Carly Hunt

Personal information
- Full name: Carly Hunt
- Date of birth: 9 February 1982 (age 44)
- Place of birth: England
- Height: 5 ft 2 in (1.57 m)
- Position: Midfielder

Senior career*
- Years: Team / Apps / (Gls)
- 1996–1998: Millwall Lionesses
- 1998–2001: Charlton Athletic
- 2002–2004: Doncaster Rovers Belles
- 2004: Leeds United
- 2004–2007: AFC Wimbledon

International career^{‡}
- 2001–2003: England / 7 / (0)

= Carly Hunt =

English footballer

Carly Hunt (born 9 February 1982) is a retired English footballer. She played as a midfielder and has represented England at senior international level.

Throughout her career she played alongside her identical twin sister Gemma and they were nicknamed the rottweilers for their aggressive style of play.

==Club career==
Hunt started playing for Millwall Lionesses' first team as a 14-year-old. The sisters switched to Croydon Women at 16 when the family moved to Dartford.

Croydon won the FA Women's Cup in 2000. Gemma scored the winning goal but Carly missed the final following a cartilage operation. The pair were strongly in favour of Charlton Athletic's controversial and hostile takeover of Croydon Women during that summer.

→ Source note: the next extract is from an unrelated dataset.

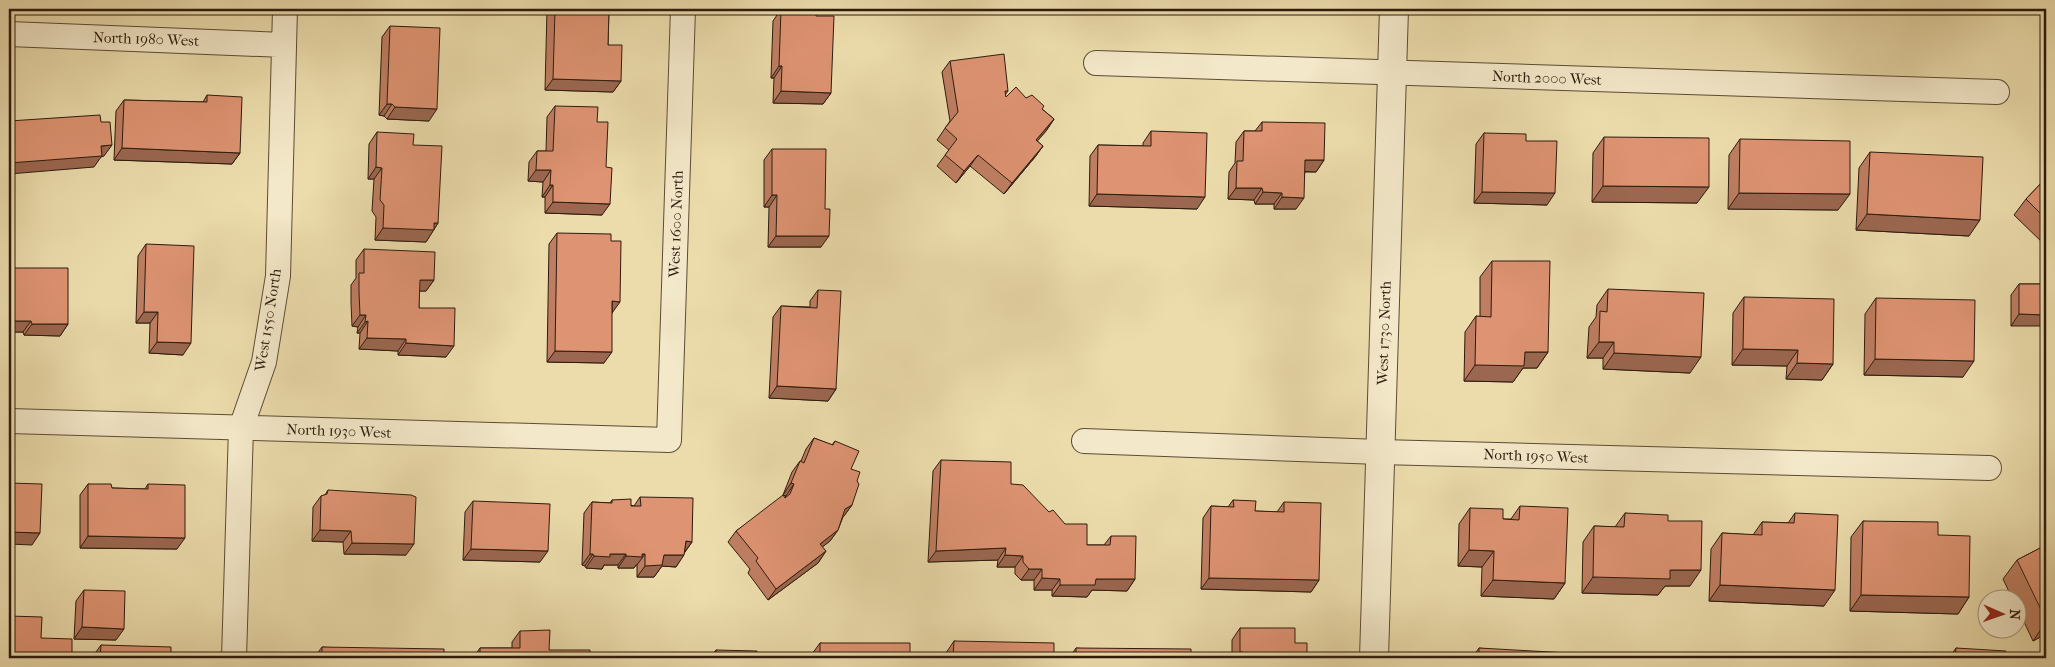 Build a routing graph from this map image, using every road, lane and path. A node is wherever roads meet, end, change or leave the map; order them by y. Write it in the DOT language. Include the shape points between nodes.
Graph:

In December 2000 both sisters were sent off in the same match, Carly for attacking a teammate. The duo were "kicked out" of Charlton Athletic a year later after a huge squad bust-up. They made their debut for Doncaster Belles in February 2002. In September 2003 an on-pitch altercation with former Charlton teammate Carmaine Walker saw another red card for Hunt. Days later the incident spilled over into an England training session, resulting in lengthy bans for Carly and Gemma Hunt, as well as Charlton's Walker and Eartha Pond.

The Hunts left Doncaster Rovers Belles for Leeds United Ladies in 2004, but moved on to AFC Wimbledon Ladies shortly afterwards.

==International career==
Hunt was the captain of England U-18s. She made senior appearances against Norway in 2002 and Italy in 2003.

She has England legacy number 139. The FA announced their legacy numbers scheme to honour the 50th anniversary of England's inaugural international.